(Dataset records)
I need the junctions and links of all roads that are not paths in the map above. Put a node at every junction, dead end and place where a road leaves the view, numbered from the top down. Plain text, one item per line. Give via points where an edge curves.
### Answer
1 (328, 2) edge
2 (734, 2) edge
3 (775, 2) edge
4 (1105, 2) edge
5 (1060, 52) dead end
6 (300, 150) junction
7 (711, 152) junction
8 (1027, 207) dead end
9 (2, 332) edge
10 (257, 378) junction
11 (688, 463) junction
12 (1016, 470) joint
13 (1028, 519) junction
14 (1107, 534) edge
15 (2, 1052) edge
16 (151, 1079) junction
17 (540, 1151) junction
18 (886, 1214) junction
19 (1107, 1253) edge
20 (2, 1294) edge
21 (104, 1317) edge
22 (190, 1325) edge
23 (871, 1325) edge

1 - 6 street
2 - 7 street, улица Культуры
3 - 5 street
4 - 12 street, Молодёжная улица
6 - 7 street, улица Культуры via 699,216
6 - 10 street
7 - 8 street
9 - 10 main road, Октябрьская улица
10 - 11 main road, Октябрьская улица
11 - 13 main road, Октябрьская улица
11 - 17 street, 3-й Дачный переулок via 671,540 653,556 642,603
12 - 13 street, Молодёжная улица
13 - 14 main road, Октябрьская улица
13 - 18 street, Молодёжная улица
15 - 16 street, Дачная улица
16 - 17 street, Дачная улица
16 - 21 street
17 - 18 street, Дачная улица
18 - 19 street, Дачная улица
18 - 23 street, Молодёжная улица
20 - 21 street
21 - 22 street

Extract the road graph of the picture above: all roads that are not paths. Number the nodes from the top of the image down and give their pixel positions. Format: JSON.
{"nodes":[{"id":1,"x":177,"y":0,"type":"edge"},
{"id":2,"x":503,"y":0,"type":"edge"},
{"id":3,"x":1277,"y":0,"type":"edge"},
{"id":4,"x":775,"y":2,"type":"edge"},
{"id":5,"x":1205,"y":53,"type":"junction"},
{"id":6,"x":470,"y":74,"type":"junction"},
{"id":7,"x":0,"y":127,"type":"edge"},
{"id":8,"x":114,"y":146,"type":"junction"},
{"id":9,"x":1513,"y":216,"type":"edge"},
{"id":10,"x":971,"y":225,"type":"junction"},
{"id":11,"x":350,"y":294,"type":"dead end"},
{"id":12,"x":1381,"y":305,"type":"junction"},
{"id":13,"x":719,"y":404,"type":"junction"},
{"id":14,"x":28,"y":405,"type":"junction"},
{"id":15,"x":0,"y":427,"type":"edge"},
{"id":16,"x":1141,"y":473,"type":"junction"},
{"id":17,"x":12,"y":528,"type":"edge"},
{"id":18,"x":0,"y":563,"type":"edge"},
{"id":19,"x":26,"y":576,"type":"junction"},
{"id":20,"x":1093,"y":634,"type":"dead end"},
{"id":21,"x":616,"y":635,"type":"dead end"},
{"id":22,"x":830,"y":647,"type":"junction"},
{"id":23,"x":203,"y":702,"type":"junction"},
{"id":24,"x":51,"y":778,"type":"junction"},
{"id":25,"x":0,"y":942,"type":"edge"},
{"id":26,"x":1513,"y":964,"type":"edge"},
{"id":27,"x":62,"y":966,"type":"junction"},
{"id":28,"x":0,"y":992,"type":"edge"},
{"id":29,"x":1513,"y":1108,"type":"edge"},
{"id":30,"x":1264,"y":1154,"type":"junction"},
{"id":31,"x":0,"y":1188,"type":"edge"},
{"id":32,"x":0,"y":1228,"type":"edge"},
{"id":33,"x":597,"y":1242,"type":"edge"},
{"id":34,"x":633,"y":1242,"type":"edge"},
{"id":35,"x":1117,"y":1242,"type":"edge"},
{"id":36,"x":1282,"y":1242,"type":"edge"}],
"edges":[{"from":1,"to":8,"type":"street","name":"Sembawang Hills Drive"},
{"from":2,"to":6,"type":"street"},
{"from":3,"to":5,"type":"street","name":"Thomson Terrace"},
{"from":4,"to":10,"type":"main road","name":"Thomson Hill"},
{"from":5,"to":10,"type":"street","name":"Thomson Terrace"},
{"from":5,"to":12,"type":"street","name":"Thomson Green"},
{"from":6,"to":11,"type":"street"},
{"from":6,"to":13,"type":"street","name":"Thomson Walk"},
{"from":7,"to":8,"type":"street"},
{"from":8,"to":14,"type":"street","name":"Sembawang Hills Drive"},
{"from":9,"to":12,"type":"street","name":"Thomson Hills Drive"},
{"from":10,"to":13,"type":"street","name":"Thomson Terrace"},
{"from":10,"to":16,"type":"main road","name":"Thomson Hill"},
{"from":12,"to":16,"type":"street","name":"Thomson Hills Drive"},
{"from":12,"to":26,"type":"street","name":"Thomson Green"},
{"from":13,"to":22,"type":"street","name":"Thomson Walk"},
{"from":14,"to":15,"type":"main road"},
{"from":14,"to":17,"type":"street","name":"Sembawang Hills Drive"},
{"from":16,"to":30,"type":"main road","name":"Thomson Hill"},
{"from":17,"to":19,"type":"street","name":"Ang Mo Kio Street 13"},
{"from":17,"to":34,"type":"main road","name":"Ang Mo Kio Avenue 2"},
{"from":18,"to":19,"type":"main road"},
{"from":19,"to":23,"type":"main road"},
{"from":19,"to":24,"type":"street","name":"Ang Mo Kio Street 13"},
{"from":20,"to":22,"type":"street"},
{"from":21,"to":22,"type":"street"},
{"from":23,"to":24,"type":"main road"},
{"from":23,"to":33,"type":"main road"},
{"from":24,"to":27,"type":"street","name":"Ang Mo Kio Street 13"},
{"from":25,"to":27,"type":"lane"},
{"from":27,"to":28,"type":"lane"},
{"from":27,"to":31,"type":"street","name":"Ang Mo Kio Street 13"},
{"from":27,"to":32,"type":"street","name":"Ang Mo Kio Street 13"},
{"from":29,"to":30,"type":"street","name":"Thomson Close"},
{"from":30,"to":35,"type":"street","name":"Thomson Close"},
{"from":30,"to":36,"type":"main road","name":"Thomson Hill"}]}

(The problem):
Print out all the entries above exactly.

(Output for this exercise):
I need the junctions and links of all roads that are not paths in the map above. Put a node at every junction, dead end and place where a road leaves the view, numbered from the top down. Plain text, one item per line. Give via points where an edge curves.
### Answer
1 (328, 2) edge
2 (734, 2) edge
3 (775, 2) edge
4 (1105, 2) edge
5 (1060, 52) dead end
6 (300, 150) junction
7 (711, 152) junction
8 (1027, 207) dead end
9 (2, 332) edge
10 (257, 378) junction
11 (688, 463) junction
12 (1016, 470) joint
13 (1028, 519) junction
14 (1107, 534) edge
15 (2, 1052) edge
16 (151, 1079) junction
17 (540, 1151) junction
18 (886, 1214) junction
19 (1107, 1253) edge
20 (2, 1294) edge
21 (104, 1317) edge
22 (190, 1325) edge
23 (871, 1325) edge

1 - 6 street
2 - 7 street, улица Культуры
3 - 5 street
4 - 12 street, Молодёжная улица
6 - 7 street, улица Культуры via 699,216
6 - 10 street
7 - 8 street
9 - 10 main road, Октябрьская улица
10 - 11 main road, Октябрьская улица
11 - 13 main road, Октябрьская улица
11 - 17 street, 3-й Дачный переулок via 671,540 653,556 642,603
12 - 13 street, Молодёжная улица
13 - 14 main road, Октябрьская улица
13 - 18 street, Молодёжная улица
15 - 16 street, Дачная улица
16 - 17 street, Дачная улица
16 - 21 street
17 - 18 street, Дачная улица
18 - 19 street, Дачная улица
18 - 23 street, Молодёжная улица
20 - 21 street
21 - 22 street

Extract the road graph of the picture above: all roads that are not paths. Number the nodes from the top of the image down and give their pixel positions. Format: JSON.
{"nodes":[{"id":1,"x":177,"y":0,"type":"edge"},
{"id":2,"x":503,"y":0,"type":"edge"},
{"id":3,"x":1277,"y":0,"type":"edge"},
{"id":4,"x":775,"y":2,"type":"edge"},
{"id":5,"x":1205,"y":53,"type":"junction"},
{"id":6,"x":470,"y":74,"type":"junction"},
{"id":7,"x":0,"y":127,"type":"edge"},
{"id":8,"x":114,"y":146,"type":"junction"},
{"id":9,"x":1513,"y":216,"type":"edge"},
{"id":10,"x":971,"y":225,"type":"junction"},
{"id":11,"x":350,"y":294,"type":"dead end"},
{"id":12,"x":1381,"y":305,"type":"junction"},
{"id":13,"x":719,"y":404,"type":"junction"},
{"id":14,"x":28,"y":405,"type":"junction"},
{"id":15,"x":0,"y":427,"type":"edge"},
{"id":16,"x":1141,"y":473,"type":"junction"},
{"id":17,"x":12,"y":528,"type":"edge"},
{"id":18,"x":0,"y":563,"type":"edge"},
{"id":19,"x":26,"y":576,"type":"junction"},
{"id":20,"x":1093,"y":634,"type":"dead end"},
{"id":21,"x":616,"y":635,"type":"dead end"},
{"id":22,"x":830,"y":647,"type":"junction"},
{"id":23,"x":203,"y":702,"type":"junction"},
{"id":24,"x":51,"y":778,"type":"junction"},
{"id":25,"x":0,"y":942,"type":"edge"},
{"id":26,"x":1513,"y":964,"type":"edge"},
{"id":27,"x":62,"y":966,"type":"junction"},
{"id":28,"x":0,"y":992,"type":"edge"},
{"id":29,"x":1513,"y":1108,"type":"edge"},
{"id":30,"x":1264,"y":1154,"type":"junction"},
{"id":31,"x":0,"y":1188,"type":"edge"},
{"id":32,"x":0,"y":1228,"type":"edge"},
{"id":33,"x":597,"y":1242,"type":"edge"},
{"id":34,"x":633,"y":1242,"type":"edge"},
{"id":35,"x":1117,"y":1242,"type":"edge"},
{"id":36,"x":1282,"y":1242,"type":"edge"}],
"edges":[{"from":1,"to":8,"type":"street","name":"Sembawang Hills Drive"},
{"from":2,"to":6,"type":"street"},
{"from":3,"to":5,"type":"street","name":"Thomson Terrace"},
{"from":4,"to":10,"type":"main road","name":"Thomson Hill"},
{"from":5,"to":10,"type":"street","name":"Thomson Terrace"},
{"from":5,"to":12,"type":"street","name":"Thomson Green"},
{"from":6,"to":11,"type":"street"},
{"from":6,"to":13,"type":"street","name":"Thomson Walk"},
{"from":7,"to":8,"type":"street"},
{"from":8,"to":14,"type":"street","name":"Sembawang Hills Drive"},
{"from":9,"to":12,"type":"street","name":"Thomson Hills Drive"},
{"from":10,"to":13,"type":"street","name":"Thomson Terrace"},
{"from":10,"to":16,"type":"main road","name":"Thomson Hill"},
{"from":12,"to":16,"type":"street","name":"Thomson Hills Drive"},
{"from":12,"to":26,"type":"street","name":"Thomson Green"},
{"from":13,"to":22,"type":"street","name":"Thomson Walk"},
{"from":14,"to":15,"type":"main road"},
{"from":14,"to":17,"type":"street","name":"Sembawang Hills Drive"},
{"from":16,"to":30,"type":"main road","name":"Thomson Hill"},
{"from":17,"to":19,"type":"street","name":"Ang Mo Kio Street 13"},
{"from":17,"to":34,"type":"main road","name":"Ang Mo Kio Avenue 2"},
{"from":18,"to":19,"type":"main road"},
{"from":19,"to":23,"type":"main road"},
{"from":19,"to":24,"type":"street","name":"Ang Mo Kio Street 13"},
{"from":20,"to":22,"type":"street"},
{"from":21,"to":22,"type":"street"},
{"from":23,"to":24,"type":"main road"},
{"from":23,"to":33,"type":"main road"},
{"from":24,"to":27,"type":"street","name":"Ang Mo Kio Street 13"},
{"from":25,"to":27,"type":"lane"},
{"from":27,"to":28,"type":"lane"},
{"from":27,"to":31,"type":"street","name":"Ang Mo Kio Street 13"},
{"from":27,"to":32,"type":"street","name":"Ang Mo Kio Street 13"},
{"from":29,"to":30,"type":"street","name":"Thomson Close"},
{"from":30,"to":35,"type":"street","name":"Thomson Close"},
{"from":30,"to":36,"type":"main road","name":"Thomson Hill"}]}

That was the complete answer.